I’m full of the day I just experienced. My niece is 29 today. Typhannie is one month older than my son, who has just completed the coursework for his Ph.D. Our family was heart broken when we found out she was pregnant again this past year (sans husband). Last fall, however, a miracle happened. My brother, with whom she resides, called me with a question- “What would you think if Typhannie put this baby up for adoption?” Since I was driving, I had to pull off the the road in order to adequately express my enthusiasm at the prospect. Michael was uncertain since Typhaniie’s mother was so opposed to the idea.
This is a girl who wants more for herself and her five year old son. She wants to finish school and longs for self sufficiency. She had concluded, as she disclosed in our many subsequent conversations, this could not be achieved were she to be saddled with yet another child out of wedlock.
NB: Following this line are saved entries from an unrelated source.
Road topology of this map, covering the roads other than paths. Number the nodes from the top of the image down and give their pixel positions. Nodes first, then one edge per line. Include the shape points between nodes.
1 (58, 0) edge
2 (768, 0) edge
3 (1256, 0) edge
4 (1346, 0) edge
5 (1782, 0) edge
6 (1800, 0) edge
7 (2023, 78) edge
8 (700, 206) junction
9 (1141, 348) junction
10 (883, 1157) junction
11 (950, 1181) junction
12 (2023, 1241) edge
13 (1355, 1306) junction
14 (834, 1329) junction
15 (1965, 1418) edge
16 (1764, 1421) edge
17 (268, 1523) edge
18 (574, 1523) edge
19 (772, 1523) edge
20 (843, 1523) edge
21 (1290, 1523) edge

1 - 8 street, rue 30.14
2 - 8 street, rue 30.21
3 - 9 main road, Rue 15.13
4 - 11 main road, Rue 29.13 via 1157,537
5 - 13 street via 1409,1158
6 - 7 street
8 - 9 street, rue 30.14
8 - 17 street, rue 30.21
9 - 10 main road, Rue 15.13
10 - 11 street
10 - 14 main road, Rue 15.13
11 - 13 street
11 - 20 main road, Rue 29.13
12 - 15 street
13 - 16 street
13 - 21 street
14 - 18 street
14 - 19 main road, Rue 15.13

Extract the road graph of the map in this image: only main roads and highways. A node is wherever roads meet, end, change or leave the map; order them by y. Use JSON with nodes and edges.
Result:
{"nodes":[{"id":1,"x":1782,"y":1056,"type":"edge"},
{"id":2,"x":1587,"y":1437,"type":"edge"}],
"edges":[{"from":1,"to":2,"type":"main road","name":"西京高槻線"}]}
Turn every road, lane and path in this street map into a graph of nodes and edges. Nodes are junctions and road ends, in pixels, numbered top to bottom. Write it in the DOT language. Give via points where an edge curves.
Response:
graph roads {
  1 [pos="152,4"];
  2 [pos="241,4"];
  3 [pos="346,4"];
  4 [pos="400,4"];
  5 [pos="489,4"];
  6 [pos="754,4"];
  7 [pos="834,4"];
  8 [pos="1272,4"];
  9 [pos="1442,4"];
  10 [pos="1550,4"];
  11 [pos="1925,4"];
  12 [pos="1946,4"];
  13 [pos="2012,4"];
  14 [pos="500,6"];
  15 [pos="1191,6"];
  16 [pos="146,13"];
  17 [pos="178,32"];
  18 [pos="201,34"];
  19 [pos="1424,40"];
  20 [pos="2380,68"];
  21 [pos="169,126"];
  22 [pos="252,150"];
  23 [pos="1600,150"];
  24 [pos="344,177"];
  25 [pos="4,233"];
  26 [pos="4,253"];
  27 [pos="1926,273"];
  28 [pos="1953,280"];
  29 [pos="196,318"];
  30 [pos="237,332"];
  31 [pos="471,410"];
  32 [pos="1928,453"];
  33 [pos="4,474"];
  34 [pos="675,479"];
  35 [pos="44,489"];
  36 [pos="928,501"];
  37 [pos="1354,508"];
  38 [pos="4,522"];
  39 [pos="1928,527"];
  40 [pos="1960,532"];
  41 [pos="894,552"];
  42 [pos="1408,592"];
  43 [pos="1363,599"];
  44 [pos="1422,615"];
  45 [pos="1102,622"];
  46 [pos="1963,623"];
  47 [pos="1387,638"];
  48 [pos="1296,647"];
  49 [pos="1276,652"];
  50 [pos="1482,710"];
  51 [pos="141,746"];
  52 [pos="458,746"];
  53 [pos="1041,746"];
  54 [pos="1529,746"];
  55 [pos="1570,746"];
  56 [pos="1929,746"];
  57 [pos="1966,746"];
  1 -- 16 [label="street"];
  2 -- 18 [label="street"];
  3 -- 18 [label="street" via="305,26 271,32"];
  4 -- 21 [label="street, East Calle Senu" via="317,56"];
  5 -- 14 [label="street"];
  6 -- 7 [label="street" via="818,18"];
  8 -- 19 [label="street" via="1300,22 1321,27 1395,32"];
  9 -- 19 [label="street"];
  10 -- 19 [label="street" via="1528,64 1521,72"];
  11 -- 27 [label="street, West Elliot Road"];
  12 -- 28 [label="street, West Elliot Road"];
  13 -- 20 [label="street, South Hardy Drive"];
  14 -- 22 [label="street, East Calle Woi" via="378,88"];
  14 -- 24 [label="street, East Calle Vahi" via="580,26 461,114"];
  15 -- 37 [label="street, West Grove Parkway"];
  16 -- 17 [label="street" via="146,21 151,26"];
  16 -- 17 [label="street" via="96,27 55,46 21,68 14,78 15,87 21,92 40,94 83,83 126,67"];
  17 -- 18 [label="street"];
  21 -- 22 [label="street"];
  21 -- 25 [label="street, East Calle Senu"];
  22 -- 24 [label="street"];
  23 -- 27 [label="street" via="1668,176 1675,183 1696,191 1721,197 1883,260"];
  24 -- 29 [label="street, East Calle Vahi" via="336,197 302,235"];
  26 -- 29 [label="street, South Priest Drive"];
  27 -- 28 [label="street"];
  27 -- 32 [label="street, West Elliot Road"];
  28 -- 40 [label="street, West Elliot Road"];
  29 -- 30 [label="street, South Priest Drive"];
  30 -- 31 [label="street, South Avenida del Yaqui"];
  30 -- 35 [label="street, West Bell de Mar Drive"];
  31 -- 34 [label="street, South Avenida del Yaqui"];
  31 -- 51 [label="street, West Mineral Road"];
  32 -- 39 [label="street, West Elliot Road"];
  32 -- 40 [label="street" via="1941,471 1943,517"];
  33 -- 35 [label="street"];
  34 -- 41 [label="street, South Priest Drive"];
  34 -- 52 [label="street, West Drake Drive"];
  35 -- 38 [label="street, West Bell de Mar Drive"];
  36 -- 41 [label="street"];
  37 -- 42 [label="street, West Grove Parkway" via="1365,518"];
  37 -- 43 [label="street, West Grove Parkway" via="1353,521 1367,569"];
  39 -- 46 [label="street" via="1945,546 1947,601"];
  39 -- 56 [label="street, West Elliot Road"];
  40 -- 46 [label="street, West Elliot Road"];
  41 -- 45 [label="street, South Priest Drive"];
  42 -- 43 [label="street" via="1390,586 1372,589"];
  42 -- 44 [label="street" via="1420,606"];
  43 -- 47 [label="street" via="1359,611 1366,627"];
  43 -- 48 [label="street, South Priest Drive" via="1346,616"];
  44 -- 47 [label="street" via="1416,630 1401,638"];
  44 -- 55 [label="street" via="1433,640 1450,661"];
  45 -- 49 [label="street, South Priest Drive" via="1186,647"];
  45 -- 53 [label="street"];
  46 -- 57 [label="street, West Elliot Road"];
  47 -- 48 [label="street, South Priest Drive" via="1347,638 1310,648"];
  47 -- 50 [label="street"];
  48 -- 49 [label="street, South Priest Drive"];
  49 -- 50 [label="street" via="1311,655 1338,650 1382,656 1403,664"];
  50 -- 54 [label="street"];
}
Now to today….My sister-in-law Nancy (married to my other brother), Katie (my marriage and family therapist almost daughter-in-law) awoke at 4:30 this morning to travel to Lakeland, Florida for the birth. We were greeted by the adoptive father nervously pacing the waiting room. The controlled excitement on the faces of these hopeful, soon to be parents was palpable. They desperately wanted this baby but knew they had to navigate carefully through this morass of hormones and emotions. And it was emotional as Typhannie gave birth to a beautiful, healthy, eight pound baby boy.
Typhannie’s mom, a dysfunctional narcissist, could not have been less helpful or more hurtful- a consistent pattern of hers in the life of her daughter throughout the past 29 years. She demanded the day be all about her and her needs. She sorely underestimated the fearsome threesome sitting in that waiting room next to the soon to be parents, however.
I don’t know the end of this story right now. I, along with my two compatriots, am emotionally and physically exhausted. We gave this girl presents and praise today, so filled with pride were we at her incredible bravery. She has six weeks during which she can change her mind. We are organizing an army of family support through Facebook and other social media sites. Let’s hope Collin (the newborn) remains nestled in the arms of his new family and Typhannie embarks on a journey toward self esteem and self sufficiency.
I know this will not be a day I’ll ever forget.